Sunday, November 9, 2014


My darling Kate after her Primary Program on Sunday, November 9

So I was listening to a TED Talks last night by Debra Jarvis called Yes I Survived Cancer, but That Doesn’t Define Me, I was blown away by what she said and what I could learn from it.

She started off the talk by saying:  “I just met you on a bus, and we would really like to get to know each other, but I’ve got to get off at the next stop, so you’re going to tell me three things about yourself that just define you as a person, three things about yourself that will help me understand who you are, three things that just get to your very essence. And what I’m wondering is, of those three things, is any one of them surviving some kind of trauma? Cancer survivor, rape survivor, Holocaust survivor, incest survivor.” I thought about what I would say that could define myself as a person and as I went through this exercise, I came up with 1) A daughter of God, a believer and follower of Christ and all that entails including living a worthy life, caring about and acting on someone else’s behalf (charity is the true love of Christ), treating my mind and body with respect (exercise, eating well, sleep), being open to others, being worthy to live with those who came before me and lived great lives, and doing everything I can to be improve as a human being and 2) Being a Wife, Mother and Grandmother and loving it, doing whatever was positive and promoted growth in my husband, children, and grandchildren and making sure that their needs were taken care of but not by smothering them, instead by expecting great things from them and 3) Passionate person about all my roles including Cancer survivor, teacher, runner, hiker, biker, writer, musician, gardner, reader and learner. I loved doing this exercise and encourage all to do it.  You learn so much about yourself.
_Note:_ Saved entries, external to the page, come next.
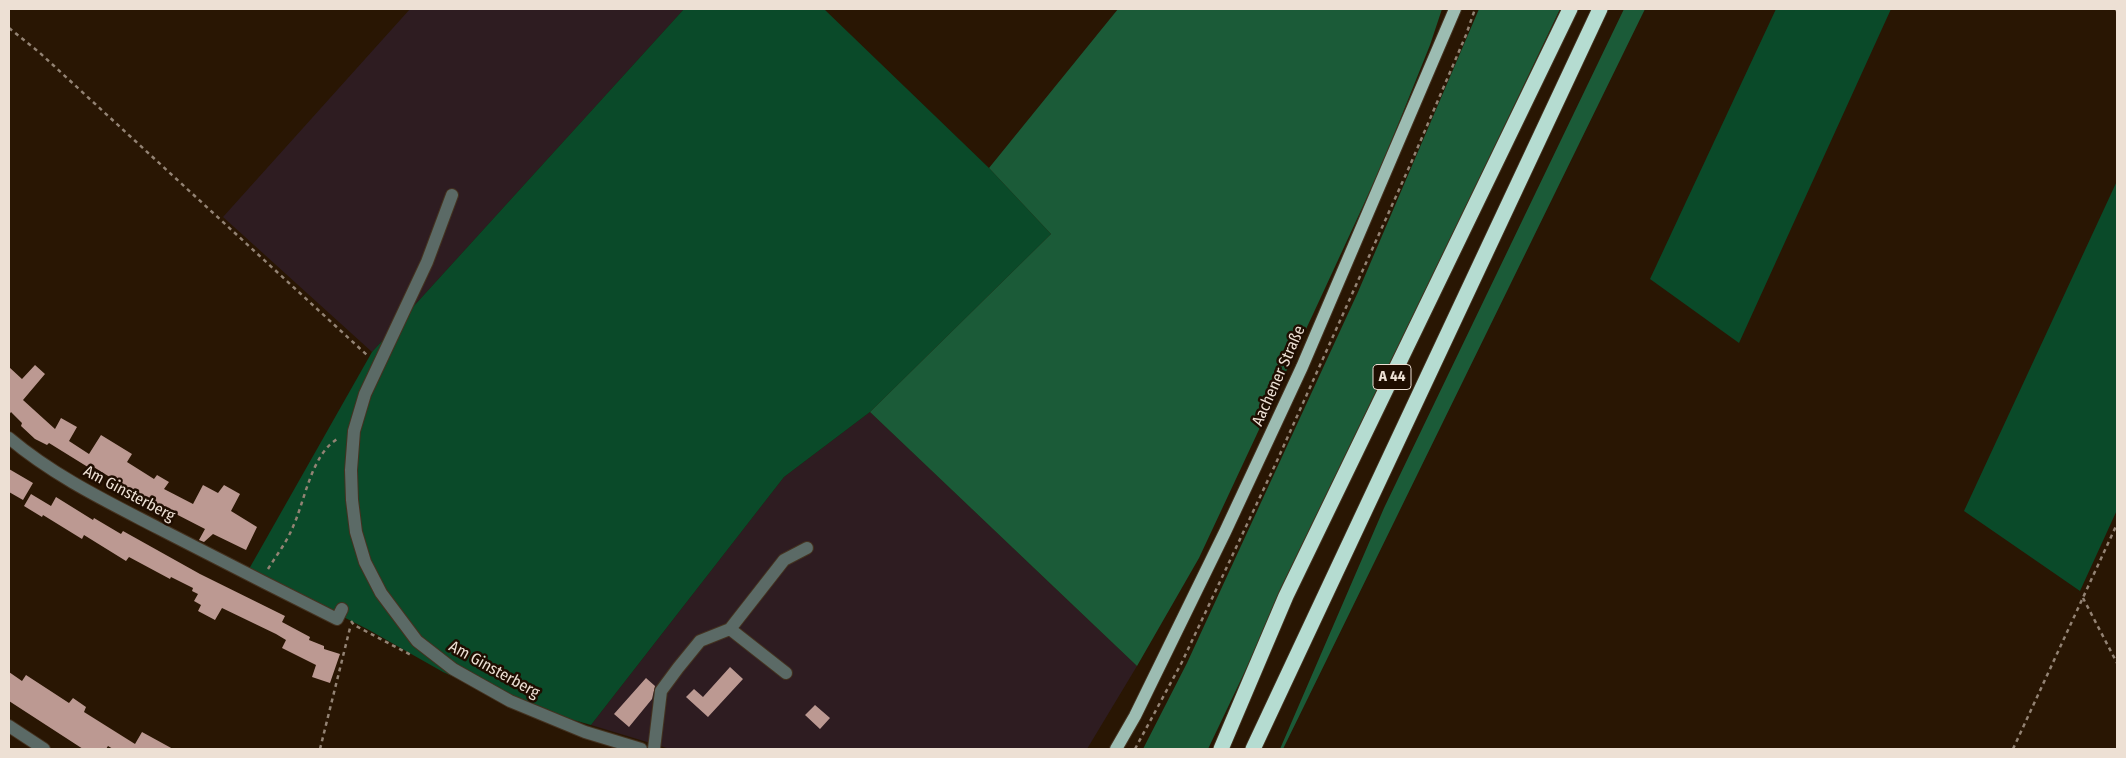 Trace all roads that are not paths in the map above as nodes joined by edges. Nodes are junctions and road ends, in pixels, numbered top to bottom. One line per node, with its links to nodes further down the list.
1 (1455, 9): 14 (main road, Aachener Straße)
2 (1570, 9): 15 (highway, A 44)
3 (1600, 9): 16 (highway, A 44)
4 (452, 195): 12 (street, Am Ginsterberg)
5 (9, 438): 7 (street, Am Ginsterberg)
6 (807, 548): 8 (street)
7 (342, 609)
8 (730, 629): 9 (street); 13 (street)
9 (786, 673)
10 (9, 726): 11 (street)
11 (44, 749)
12 (640, 749)
13 (654, 749)
14 (1116, 749)
15 (1221, 749)
16 (1253, 749) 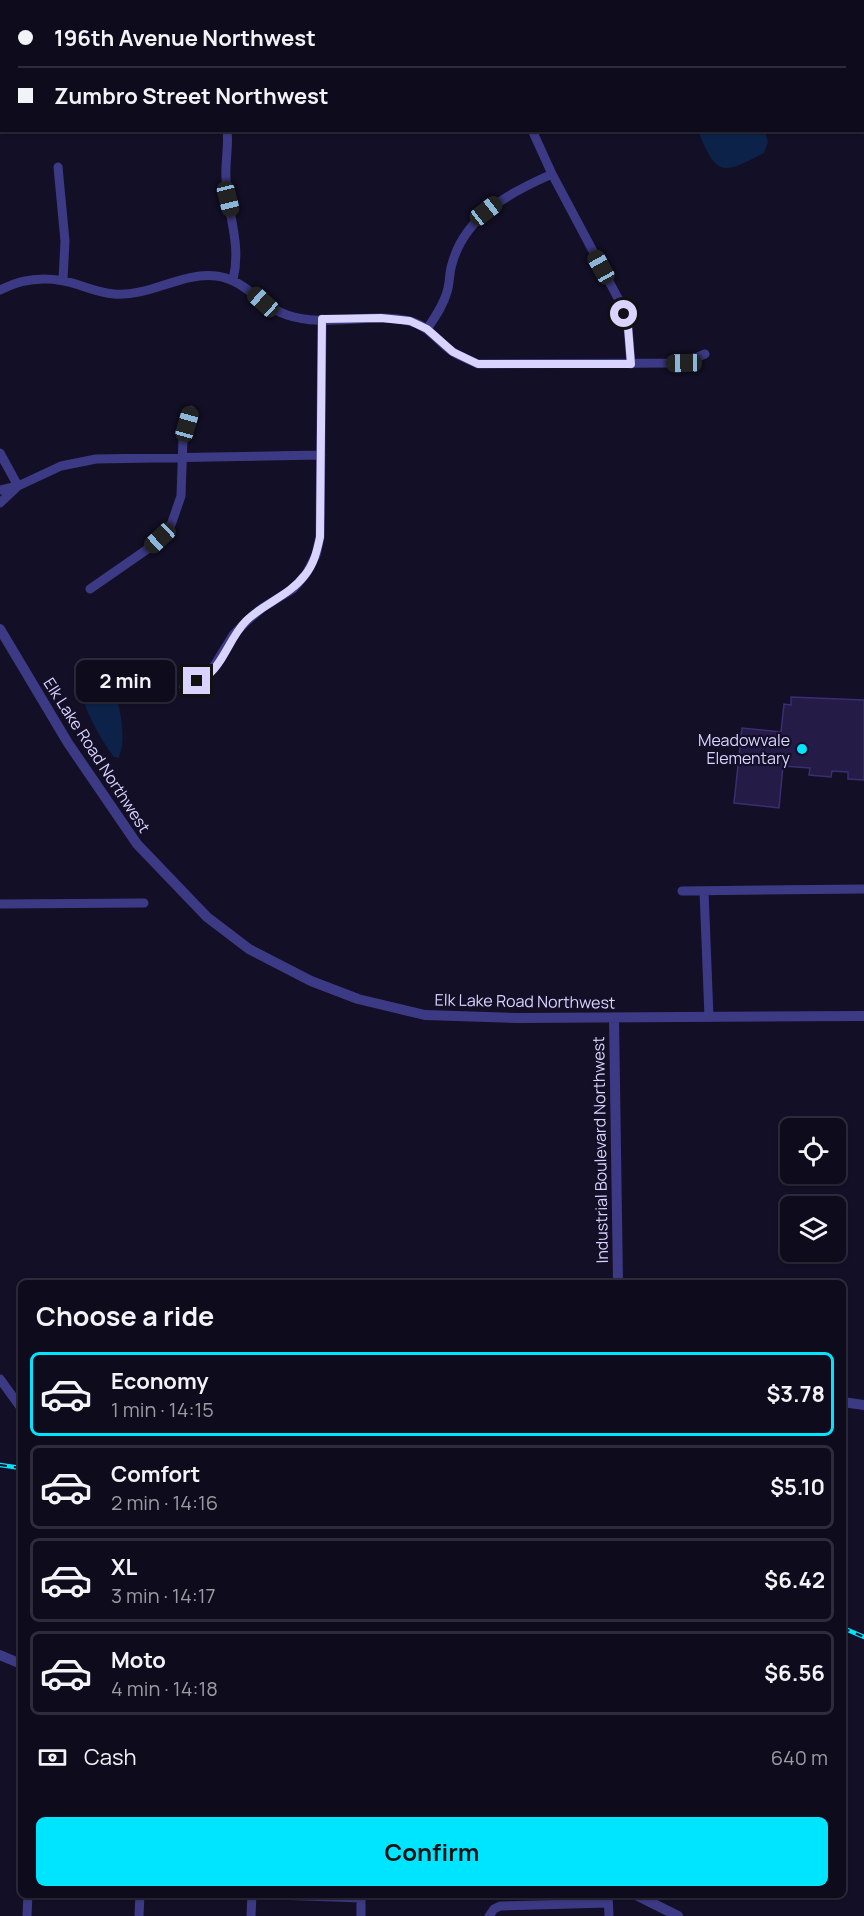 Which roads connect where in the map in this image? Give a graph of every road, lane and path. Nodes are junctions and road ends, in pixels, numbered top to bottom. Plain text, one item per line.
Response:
1 (226, 132) edge
2 (533, 132) edge
3 (58, 167) dead end
4 (552, 174) junction
5 (63, 280) junction
6 (233, 280) junction
7 (0, 290) edge
8 (322, 319) junction
9 (427, 329) junction
10 (705, 354) dead end
11 (631, 364) junction
12 (191, 410) dead end
13 (0, 453) edge
14 (321, 455) junction
15 (182, 457) junction
16 (18, 486) junction
17 (0, 490) edge
18 (0, 503) edge
19 (90, 589) dead end
20 (0, 628) edge
21 (184, 687) dead end
22 (864, 889) edge
23 (682, 891) dead end
24 (704, 891) junction
25 (144, 903) dead end
26 (0, 904) edge
27 (864, 1016) edge
28 (709, 1017) junction
29 (614, 1018) junction
30 (618, 1280) edge
31 (0, 1379) edge
32 (846, 1402) edge
33 (18, 1404) edge
34 (864, 1405) edge
35 (0, 1655) edge
36 (18, 1663) edge
37 (27, 1898) edge
38 (140, 1898) edge
39 (250, 1898) edge
40 (361, 1898) edge
41 (642, 1898) edge
42 (608, 1899) edge
43 (27, 1916) edge
44 (139, 1916) edge
45 (251, 1916) edge
46 (361, 1916) edge
47 (489, 1916) edge
48 (609, 1916) edge
49 (678, 1916) edge

1 - 6 street
2 - 4 street
3 - 5 street
4 - 9 street
4 - 11 street
5 - 6 street
5 - 7 street
6 - 8 street
8 - 9 street
8 - 14 street
9 - 11 street
10 - 11 street
12 - 15 street
13 - 16 street
14 - 15 street
14 - 21 street
15 - 16 street
15 - 19 street
16 - 17 street
16 - 18 street
20 - 29 street, Elk Lake Road Northwest
22 - 24 street
23 - 24 street
24 - 28 street
25 - 26 street
27 - 28 street, Elk Lake Road Northwest
28 - 29 street, Elk Lake Road Northwest
29 - 30 street, Industrial Boulevard Northwest
31 - 33 street
32 - 34 street
35 - 36 street
37 - 43 street
38 - 44 street
39 - 45 street
40 - 46 street
41 - 49 street
42 - 47 street
42 - 48 street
Debra Jarvis goes on to talk about her experience as a Cancer Survivor.  She said: “I learned a lot being a patient, and one of the surprising things was that only a small part of the cancer experience is about medicine. Most of it is about feelings and faith and losing and finding your identity and discovering strength and flexibility you never even knew you had. It’s about realizing that the most important things in life are not things at all, but relationships, and it’s about laughing in the face of uncertainty…”

And I would so have to agree that this learning does take place when you have a trauma in your life if you allow it to lift you to higher ground and own those feelings rather than hide away or try to suppress them.  I’m fortunate because it goes against my nature to let a problem just sit.  My nature is to tackle a problem full on and deal with it so as if to eradicate it from my life.  That’s not always possible but sometimes, most of the time, it works.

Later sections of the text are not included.